Preferred Care is the final example of the worrying trend at OHI. The, yes again Texas based, operator filed for chapter 11 bankruptcy in Q4 and received a $28 million jury award in Kentucky. Preferred Care then entered into a transition agreement with OHI in November of 2017 for 16 of its facilities located in Texas, Arizona, New Mexico and Oklahoma whereby all 16 facilities would be leased to current OHI operators under long term agreements. EBITDA coverage of these 16 facilities at a trailing 12-month rate that ended 9/30/17 was just 0.26x so the operators stuck with these long-term agreements for under-performing assets are undoubtedly not thrilled with the deal.
This growing number of stumbling operators has forced OHI into a transition phase. In 2017, the company disposed of 35 facilities for net proceeds of approximately $189 million.

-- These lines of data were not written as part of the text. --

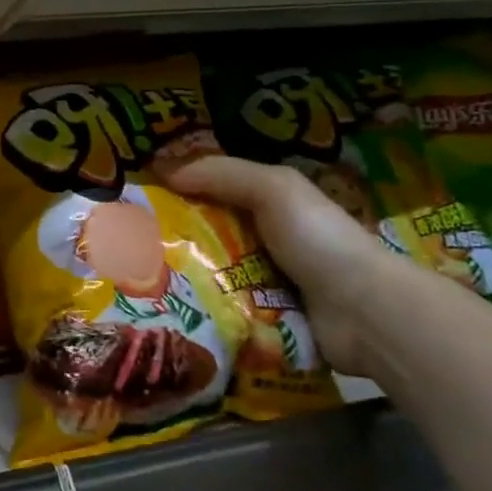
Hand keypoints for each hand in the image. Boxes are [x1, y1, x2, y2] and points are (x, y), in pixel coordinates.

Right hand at [151, 155, 403, 376]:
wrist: (365, 313)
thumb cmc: (318, 239)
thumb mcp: (274, 188)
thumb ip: (221, 173)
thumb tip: (163, 170)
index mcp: (268, 206)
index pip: (211, 193)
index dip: (175, 193)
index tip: (134, 200)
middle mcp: (263, 242)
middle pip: (203, 236)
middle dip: (169, 240)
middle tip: (126, 246)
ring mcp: (263, 284)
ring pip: (206, 275)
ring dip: (179, 279)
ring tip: (136, 280)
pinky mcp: (261, 321)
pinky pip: (219, 310)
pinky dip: (197, 310)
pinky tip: (167, 309)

YTD in 2018, OHI has disposed of another six facilities for $35 million in net proceeds. The company is also evaluating an additional 50 facilities for sale in the coming quarters and they believe dispositions will outnumber acquisitions in 2018. This is a necessary move for a company whose operators are in obvious distress, but how will the lowered FFO and FAD figures affect share prices in 2018? I believe management at OHI has the ability to make great investments with the net proceeds gained from these dispositions, but I fear investors won’t see the pay off from this transition phase for quite some time and FAD will be affected in the short term, putting the dividend at risk.

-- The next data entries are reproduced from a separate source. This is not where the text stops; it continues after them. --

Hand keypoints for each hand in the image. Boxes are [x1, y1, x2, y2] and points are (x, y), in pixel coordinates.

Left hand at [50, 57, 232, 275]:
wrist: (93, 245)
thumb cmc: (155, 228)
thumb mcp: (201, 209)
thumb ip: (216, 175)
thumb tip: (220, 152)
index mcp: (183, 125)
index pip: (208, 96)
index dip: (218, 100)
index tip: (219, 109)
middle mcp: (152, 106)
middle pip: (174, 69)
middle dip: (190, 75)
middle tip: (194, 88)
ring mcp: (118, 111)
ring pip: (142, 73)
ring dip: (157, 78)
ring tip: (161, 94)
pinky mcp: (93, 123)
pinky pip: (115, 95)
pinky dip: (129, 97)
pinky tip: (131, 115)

Omega Healthcare investors is no longer the steady dividend growth play it once was. The risks one assumes when purchasing shares in 2018 are substantial. Even with a 10% dividend yield on the table I don’t see the company as a worthwhile investment. Although I do believe OHI will recover in the future, 2018 will be a rough year as operators continue to struggle and the company seeks to transition away from weaker assets. The SNF industry’s constricting margins and a persistent (if lessening) threat on the regulatory front make OHI too risky in the near term. I have made my decision to sell shares and would advise the majority of investors to do the same. However, if OHI is a small portion of your portfolio and you are in need of income I could see why you would hold your position and stick with OHI through this growing storm. For me, the opportunity cost of doing so is simply too great.
Disclosure: I am/we are long OHI. I wrote this article myself, and it expresses my own opinions. I am not receiving compensation for it (other than from Seeking Alpha). I have no business relationship with any company whose stock is mentioned in this article.